Here at my house we looked carefully and nobody could see any wires/cables coming from Prince’s guitar.

-Joe

On top of it, I figure those five inch high platform boots Prince wears are neato insulators.

Fresh water (e.g. rain) is not an especially good conductor.

Merijeek

Could be he was using a wireless guitar. (that is to say a radio transmitter going to a receiver elsewhere. NO contact at all between player and amp).

I’m not convinced. Water has more in it than just H20, otherwise it would not leave a residue on cars nor would it be slighly to mildly acidic. Since it is known to pick up some nasties from the air on the way down, aren’t these solutes good electrolytes neecssary for conduction?

What’s more likely in that situation - a wireless guitar or a lip-sync?

-Joe

Because we are not THAT lucky.

God is pissed at the U.S.A. but he/she isn’t quite ready to kill the Super Bowl.

Even the small 200-person-crowd bands now use wireless units for their instruments (Nady is a big brand, IIRC). The only person I’ve seen use a corded mic or instrument in the past 15 years is Roger Daltry of The Who, and that’s because he wants to swing the mic in big dramatic arcs by using a long cord.

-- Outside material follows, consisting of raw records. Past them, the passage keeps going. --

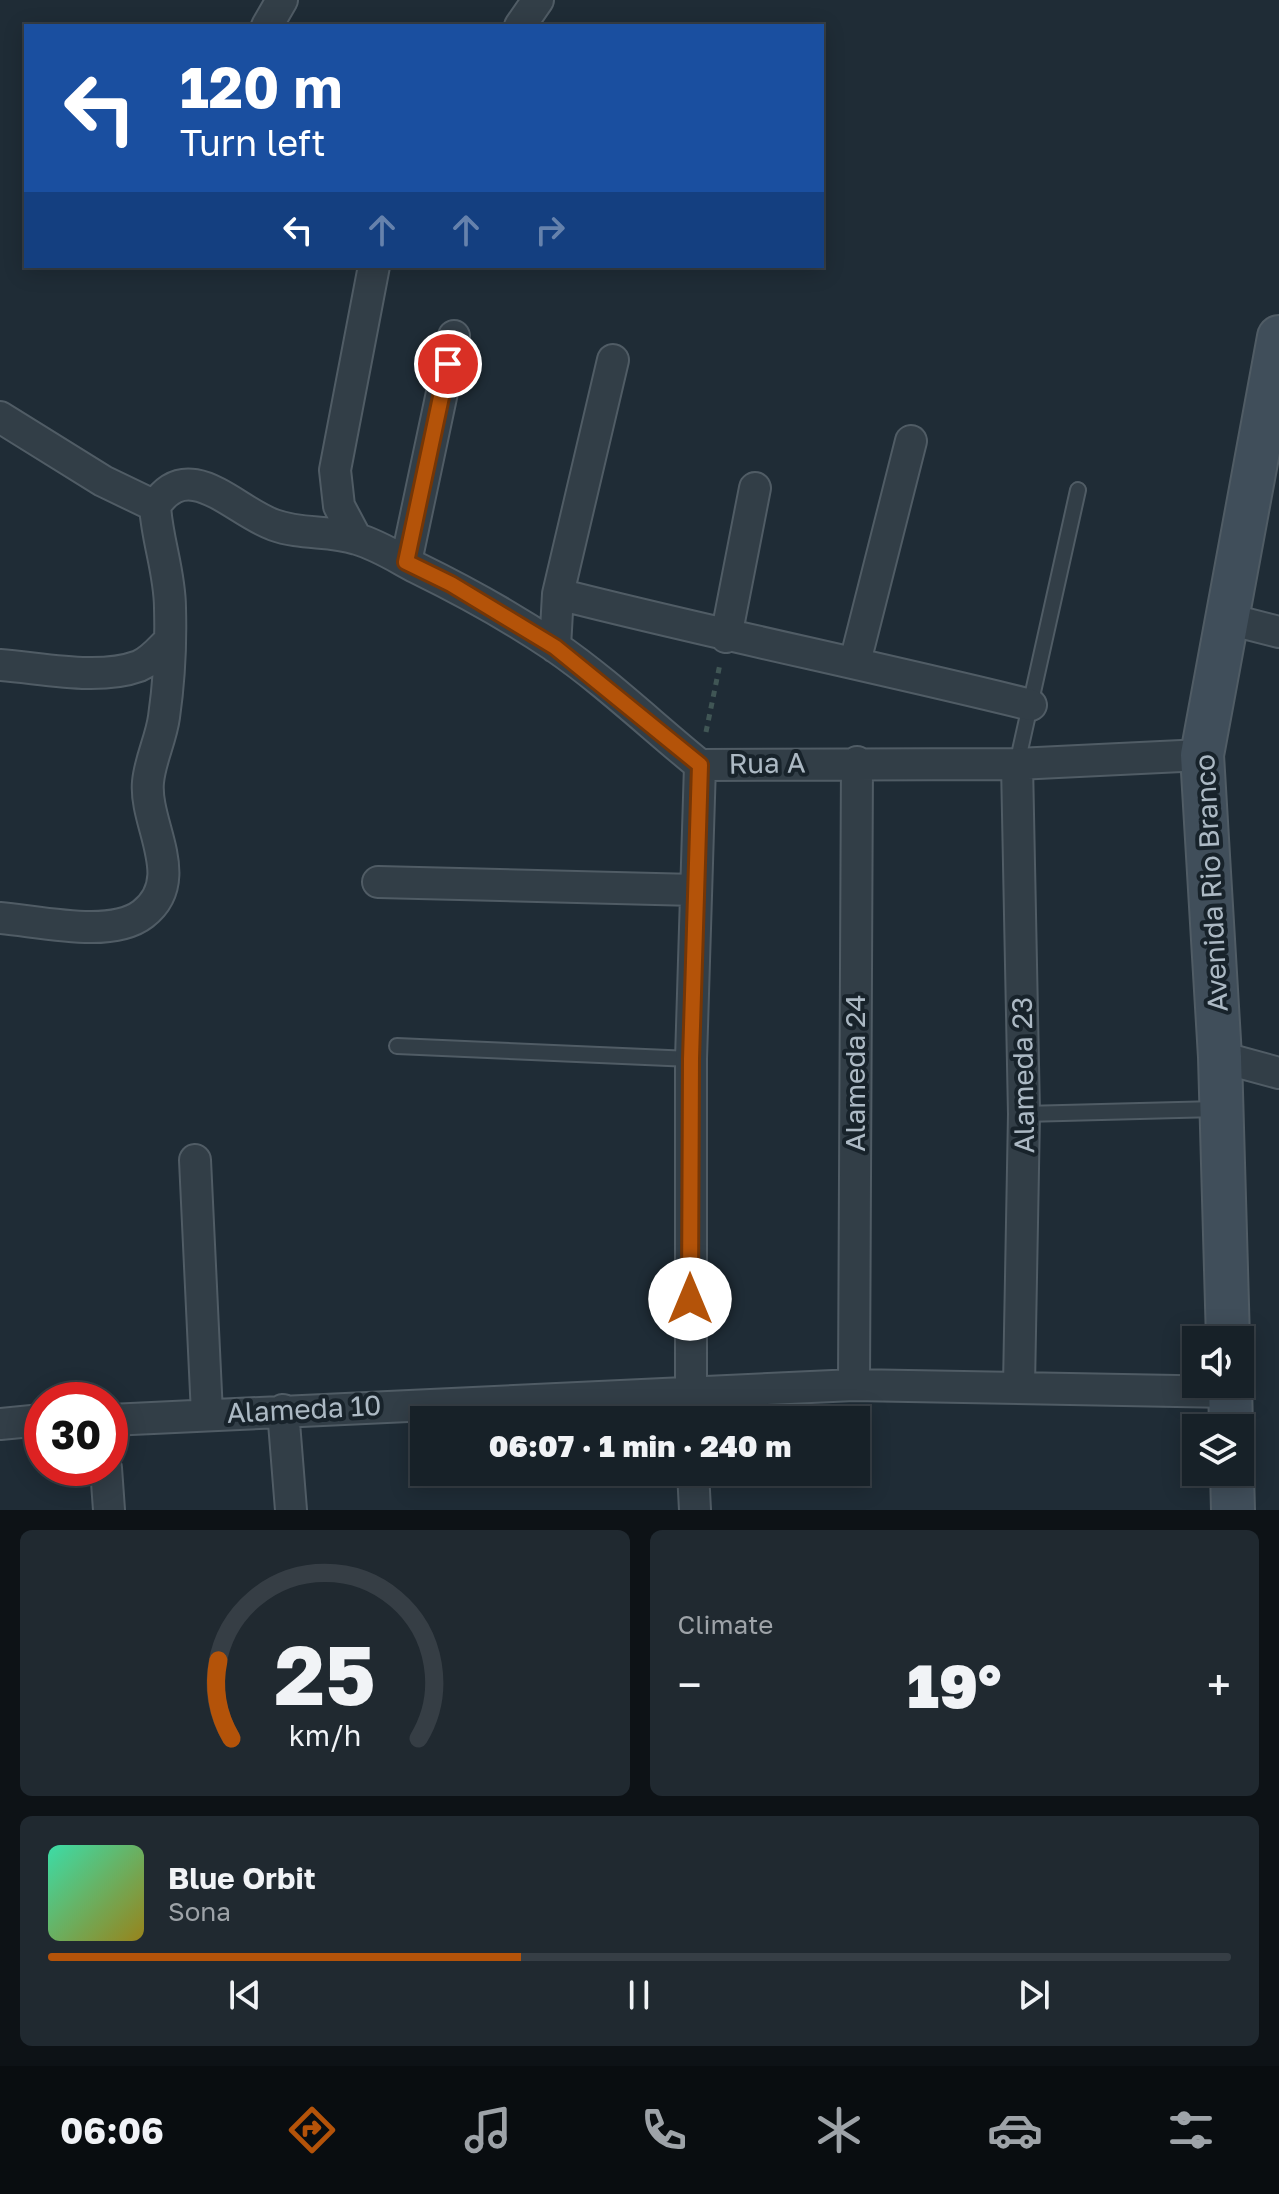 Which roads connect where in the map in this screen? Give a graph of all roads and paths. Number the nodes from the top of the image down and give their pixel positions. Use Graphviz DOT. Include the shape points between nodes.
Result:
graph roads {
  1 [pos="282,0"];
  2 [pos="538,0"];
  3 [pos="268,24"];
  4 [pos="521,24"];
  5 [pos="374,268"];
  6 [pos="454,336"];
  7 [pos="1279,337"];
  8 [pos="613,360"];
  9 [pos="1272,413"];
  10 [pos="0,417"];
  11 [pos="911,441"];
  12 [pos="755,488"];
  13 [pos="1078,490"];
  14 [pos="155,506"];
  15 [pos="356,538"];
  16 [pos="406,562"];
  17 [pos="558,594"];
  18 [pos="1228,619"];
  19 [pos="1279,632"];
  20 [pos="726,637"];
  21 [pos="168,642"];
  22 [pos="555,647"];
  23 [pos="855,662"];
  24 [pos="0,665"];
  25 [pos="1031,705"];
  26 [pos="1202,755"];
  27 [pos="857,762"];
  28 [pos="1017,764"];
  29 [pos="700,765"];
  30 [pos="378,882"];
  31 [pos="695,890"];
  32 [pos="0,918"];
  33 [pos="397,1046"];
  34 [pos="1220,1057"];
  35 [pos="691,1059"];
  36 [pos="1279,1073"];
  37 [pos="1222,1109"];
  38 [pos="1024,1114"];
  39 [pos="195,1160"];
  40 [pos="1228,1326"];
  41 [pos="854,1385"];
  42 [pos="1019,1386"];
  43 [pos="690,1390"];
  44 [pos="1230,1401"];
  45 [pos="691,1406"];
  46 [pos="283,1410"];
  47 [pos="207,1414"];
  48 [pos="128,1419"];
  49 [pos="24,1422"];
  50 [pos="0,1424"];
  51 [pos="107,1486"];
  52 [pos="694,1486"];
  53 [pos="1232,1486"];
  54 [pos="109,1510"];
  55 [pos="291,1510"];
  56 [pos="695,1510"];
  57 [pos="1233,1510"];
  1 -- 3 [label="street"];
  2 -- 4 [label="street"];
  5 -- 15 [label="street" via="335,470 339,506"];
  6 -- 16 [label="street"];
  7 -- 9 [label="street, Avenida Rio Branco"];
  8 -- 17 [label="street"];
  9 -- 18 [label="street, Avenida Rio Branco"];
  10 -- 14 [label="street" via="103,481"];
  11 -- 23 [label="street"];
  12 -- 20 [label="street"];
  13 -- 25 [label="lane"];
  14 -- 15 [label="street" via="166,489 195,485 272,525"];
  14 -- 21 [label="street" via="169,585"];
  15 -- 16 [label="street"];
  16 -- 22 [label="street"];
  17 -- 20 [label="street"];
  17 -- 22 [label="street"];
  18 -- 19 [label="street"];
  18 -- 26 [label="street, Avenida Rio Branco"];
  20 -- 23 [label="street"];
  20 -- 29 [label="path"];
  21 -- 24 [label="street" via="151,659 101,672"];
  21 -- 32 [label="street" via="164,716 148,781 148,802 163,856 157,898 129,922 106,928"];
  22 -- 29 [label="street"];
  23 -- 25 [label="street"];
  25 -- 28 [label="lane"];
  26 -- 28 [label="street, Rua A"];
  26 -- 34 [label="street, Avenida Rio Branco"];
  27 -- 28 [label="street, Rua A"];
  27 -- 29 [label="street, Rua A"];
  27 -- 41 [label="street, Alameda 24"];
  28 -- 38 [label="street, Alameda 23"];
  29 -- 31 [label="street, Rua A"];
  30 -- 31 [label="street"];
  31 -- 35 [label="street, Rua A"];
  33 -- 35 [label="lane"];
  34 -- 36 [label="street"];
  34 -- 37 [label="street, Avenida Rio Branco"];
  35 -- 43 [label="street, Rua A"];
  37 -- 38 [label="lane"];
  37 -- 40 [label="street, Avenida Rio Branco"];
  38 -- 42 [label="street, Alameda 23"];
  39 -- 47 [label="street"];
  41 -- 42 [label="street, Alameda 10"];
  41 -- 43 [label="street, Alameda 10"];
  42 -- 44 [label="street, Alameda 10"];
  43 -- 45 [label="street, Rua A"];
  43 -- 46 [label="street, Alameda 10"];
  46 -- 47 [label="street, Alameda 10"];
  46 -- 55 [label="street"];
  47 -- 48 [label="street, Alameda 10"];
  49 -- 50 [label="street"];
  51 -- 54 [label="street"];
  52 -- 56 [label="street"];
  53 -- 57 [label="street"];
}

As I understand it, rain on powered equipment doesn’t mean you’ll get shocked, if it’s grounded correctly. You have to make sure that the shortest path to a completed circuit is not through the performer, and then there has to be enough volts and amps to matter to the person (which I think a lot of that equipment has). Plus, I think Prince was wearing thick soled shoes, which means it would need a lot of power to jump to the ground through him, making the correct path the shortest circuit for the electricity.

Oh, and that was either live, or the single best lipsynch EVA. Those weren’t the studio standard renditions of those songs, so the simplest explanation is that it was live. I think with his decades of experience, he can pull off an actual live performance.

It was live. When he knocked over the mic at the end, it made a pretty loud crash.

But back on topic, did anyone else notice the rubber pad he was standing on for most of the performance? I’m sure it was there for traction, but perhaps a secondary concern for electrical safety? Would a rubber pad make any difference in such a situation?

The singing was certainly live, but I don’t think the guitar was. To my eye, what I was seeing and hearing did not go together at all. I don’t see how a stringed instrument would work well in the rain, anyway. It seems to me that the added weight of the water droplets on the string would adversly affect the pitch and timbre of the instrument.

I watched pretty closely, and it looked like he was playing live guitar to me. It’s also possible that the whole thing was pre-recorded as well as being played live, and then the sound person selected live when acceptable and switched to recorded as needed. I’ve never been in such a situation, but I’ve heard they do that for the big TV extravaganzas.

People at my house were sure the guitar was faked because he had his strumming hand away from the guitar while was playing. I had to explain left hand tapping techniques a few times, and I’m not sure that everyone got it.

I thought about left hand technique, but wouldn’t the rain water still have been an issue?

No thanks, I just ate.

It was there because Prince isn’t quite housebroken yet. They may have to crate him, I hear.

I’ve been playing guitar for over 40 years and IMEO Prince was playing it live. He’s actually a pretty good guitar player for a guy whose main claim to fame is singing, songwriting and showmanship. He was definitely using a lot of hammers and pulls and (harder to say about taps) in the left hand, which can be pretty showy. He was doing a lot of other stuff too that is next to impossible to sync.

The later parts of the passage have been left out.